[Django]-How to add through option to existing ManyToManyField with migrations and data in django

16👍

Looks like there is no way to use through option without having to do data migrations. So had to resort to data migration approach, I took some ideas from @pista329’s answer and solved the issue using following steps.

  • Create Authorship model

      class Authorship(models.Model):
          book = models.ForeignKey(Books)
          author = models.ForeignKey(Authors)
          ordering = models.PositiveIntegerField(default=1)
    
  • Keep original ManyToManyField relation, but add another field using above defined model as through model:

      class Authors(models.Model):
          name = models.CharField(max_length=100)
          books = models.ManyToManyField(Books)
          published_books = models.ManyToManyField(
              to=Books,
              through=Authorship,
              related_name='authors_lst' # different related name is needed.
          )
    

    IMPORTANT: You must use a different related_name to the existing ManyToManyField. If you don’t do this then Django may lose the data in the original field.

  • Add data migration to copy all data from old table to new Authorship table.

After this, books field on Authors model can be removed as we have new field named published_books.

43👍

There is a way to add "through" without data migrations.
I managed to do it based on this @MatthewWilkes’ answer.

So, to translate it to your data model:

  1. Create the Authorship model only with book and author fields. Specify the table name to use the same name as the auto-generated M2M table you already have. Specify the unique_together attribute to match what the auto-generated M2M table does (source). Add the ‘through’ parameter.

     class Authorship(models.Model):
         book = models.ForeignKey(Books)
         author = models.ForeignKey(Authors)
    
         class Meta:
             db_table = 'app_name_authors_books'
             unique_together = ['book', 'author']
    
     class Authors(models.Model):
         name = models.CharField(max_length=100)
         books = models.ManyToManyField(Books, through=Authorship)
    
  2. Generate a migration, but don’t run it yet.

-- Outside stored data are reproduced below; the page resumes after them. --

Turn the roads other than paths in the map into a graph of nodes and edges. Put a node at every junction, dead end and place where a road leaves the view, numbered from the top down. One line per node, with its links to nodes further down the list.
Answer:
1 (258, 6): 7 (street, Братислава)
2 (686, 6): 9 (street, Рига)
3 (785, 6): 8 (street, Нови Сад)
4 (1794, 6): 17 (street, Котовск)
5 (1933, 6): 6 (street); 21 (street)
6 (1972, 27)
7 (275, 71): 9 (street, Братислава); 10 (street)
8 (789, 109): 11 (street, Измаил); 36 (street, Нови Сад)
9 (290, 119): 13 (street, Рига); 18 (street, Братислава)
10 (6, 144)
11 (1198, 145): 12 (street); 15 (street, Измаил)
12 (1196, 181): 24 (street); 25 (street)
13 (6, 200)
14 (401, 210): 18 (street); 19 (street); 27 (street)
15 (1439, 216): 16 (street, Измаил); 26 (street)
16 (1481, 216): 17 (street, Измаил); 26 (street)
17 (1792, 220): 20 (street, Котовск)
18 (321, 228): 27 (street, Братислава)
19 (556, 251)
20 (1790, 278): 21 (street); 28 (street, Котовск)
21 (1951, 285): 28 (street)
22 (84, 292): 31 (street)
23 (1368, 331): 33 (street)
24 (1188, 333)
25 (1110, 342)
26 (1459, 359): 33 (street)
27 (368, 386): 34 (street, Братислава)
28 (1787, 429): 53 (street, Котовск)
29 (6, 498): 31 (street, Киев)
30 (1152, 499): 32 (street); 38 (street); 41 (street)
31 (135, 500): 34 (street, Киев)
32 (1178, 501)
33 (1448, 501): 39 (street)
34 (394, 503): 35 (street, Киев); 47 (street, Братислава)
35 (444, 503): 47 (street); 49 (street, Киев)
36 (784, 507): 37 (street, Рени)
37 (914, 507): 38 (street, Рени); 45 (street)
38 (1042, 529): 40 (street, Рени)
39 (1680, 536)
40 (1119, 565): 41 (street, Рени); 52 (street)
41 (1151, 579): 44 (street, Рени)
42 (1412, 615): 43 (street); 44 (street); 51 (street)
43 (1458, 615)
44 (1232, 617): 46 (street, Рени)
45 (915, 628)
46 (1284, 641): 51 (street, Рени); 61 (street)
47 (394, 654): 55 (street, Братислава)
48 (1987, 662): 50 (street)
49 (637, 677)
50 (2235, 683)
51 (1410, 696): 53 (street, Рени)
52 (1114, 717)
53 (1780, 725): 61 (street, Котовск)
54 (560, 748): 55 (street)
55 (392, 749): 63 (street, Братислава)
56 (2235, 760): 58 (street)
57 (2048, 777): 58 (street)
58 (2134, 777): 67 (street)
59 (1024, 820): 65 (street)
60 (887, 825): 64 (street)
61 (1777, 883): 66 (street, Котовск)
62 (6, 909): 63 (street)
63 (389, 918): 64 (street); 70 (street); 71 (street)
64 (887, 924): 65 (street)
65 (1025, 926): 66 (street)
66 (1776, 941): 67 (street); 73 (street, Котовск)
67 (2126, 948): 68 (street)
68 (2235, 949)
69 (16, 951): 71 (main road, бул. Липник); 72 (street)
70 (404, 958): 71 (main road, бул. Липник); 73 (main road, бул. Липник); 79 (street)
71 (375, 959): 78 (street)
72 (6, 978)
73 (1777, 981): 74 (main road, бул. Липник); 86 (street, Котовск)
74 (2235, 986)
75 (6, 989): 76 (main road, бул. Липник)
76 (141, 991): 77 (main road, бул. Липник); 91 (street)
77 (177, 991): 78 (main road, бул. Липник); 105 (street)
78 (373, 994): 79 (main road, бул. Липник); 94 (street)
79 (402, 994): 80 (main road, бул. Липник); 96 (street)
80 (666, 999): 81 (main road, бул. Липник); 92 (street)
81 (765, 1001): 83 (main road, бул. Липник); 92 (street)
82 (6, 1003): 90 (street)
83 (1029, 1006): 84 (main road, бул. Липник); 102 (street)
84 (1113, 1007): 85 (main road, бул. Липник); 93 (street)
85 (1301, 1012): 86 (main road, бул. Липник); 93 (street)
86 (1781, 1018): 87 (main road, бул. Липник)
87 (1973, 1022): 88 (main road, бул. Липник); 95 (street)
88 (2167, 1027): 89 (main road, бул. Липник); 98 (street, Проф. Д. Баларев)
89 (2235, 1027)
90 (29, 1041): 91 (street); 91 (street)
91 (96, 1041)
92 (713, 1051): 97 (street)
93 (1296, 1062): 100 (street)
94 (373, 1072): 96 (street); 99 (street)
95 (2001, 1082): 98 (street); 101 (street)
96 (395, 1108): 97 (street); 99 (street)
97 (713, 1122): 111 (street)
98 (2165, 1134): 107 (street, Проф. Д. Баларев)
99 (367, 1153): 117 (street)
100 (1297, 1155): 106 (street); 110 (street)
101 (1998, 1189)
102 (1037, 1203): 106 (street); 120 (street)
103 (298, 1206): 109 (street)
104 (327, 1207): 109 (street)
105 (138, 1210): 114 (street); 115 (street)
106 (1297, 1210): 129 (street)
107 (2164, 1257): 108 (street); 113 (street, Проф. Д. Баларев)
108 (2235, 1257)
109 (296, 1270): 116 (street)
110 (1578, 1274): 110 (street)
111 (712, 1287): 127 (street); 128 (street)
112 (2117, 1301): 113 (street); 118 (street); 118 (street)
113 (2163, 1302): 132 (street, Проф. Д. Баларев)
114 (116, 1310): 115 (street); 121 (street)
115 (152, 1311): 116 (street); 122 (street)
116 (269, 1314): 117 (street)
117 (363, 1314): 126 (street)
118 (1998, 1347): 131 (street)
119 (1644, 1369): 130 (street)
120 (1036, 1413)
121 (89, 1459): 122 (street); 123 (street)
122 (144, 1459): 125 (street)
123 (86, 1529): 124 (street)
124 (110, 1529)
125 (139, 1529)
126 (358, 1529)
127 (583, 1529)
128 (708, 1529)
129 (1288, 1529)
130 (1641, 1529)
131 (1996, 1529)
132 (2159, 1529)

  3. Edit the generated migration and wrap the migration operations into a migrations. SeparateDatabaseAndState operation with all the operations inside state_operations field (with database_operations left empty). You will end up with something like this:

     operations = [
         migrations.SeparateDatabaseAndState(state_operations=[
             migrations.CreateModel(
                 name='Authorship',
                 fields=[
                     ('id', models.AutoField(auto_created=True, primary_key=True, serialize=False, verbose_name='ID')),
                     ('book', models.ForeignKey(to='app_name.Books')),
                 ],
                 options={
                     'db_table': 'app_name_authors_books',
                 },
             ),
             migrations.AlterField(
                 model_name='authors',
                 name='books',
                 field=models.ManyToManyField(through='app_name.Authorship', to='app_name.Books'),
             ),
             migrations.AddField(
                 model_name='authorship',
                 name='author',
                 field=models.ForeignKey( to='app_name.Author'),
             ),
             migrations.AlterUniqueTogether(
                 name='authorship',
                 unique_together={('book', 'author')},
             ),
         ])
     ]
    
  4. You can now run the migration and add the extra ordering field to your M2M table.

Edit:
Apparently, column names in the DB are generated slightly differently for automatic M2M tables as for models-defined tables. (I am using Django 1.9.3.)

After the described procedure, I also had to manually change the column names of a field with a 2-word name (two_words=models.ForeignKey(...)) from twowords_id to two_words_id.

👤grain

2👍

Migrations can be messy sometimes.

If you want to alter m2m field with through, I would suggest to rename altered field Authors.books to Authors.book. When asked by makemigrations, if you changed name from books to book? [yN], choose “N” as No. Django will delete books and create book field instead of altering.

class Authorship(models.Model):
    book = models.ForeignKey("Books")
    author = models.ForeignKey("Authors")
    ordering = models.PositiveIntegerField(default=1)

class Authors(models.Model):
    name = models.CharField(max_length=100)
    book = models.ManyToManyField("Books", through="Authorship")

If you want to use books anyway, change book to books and repeat migration process with y as answer to makemigrations question about renaming.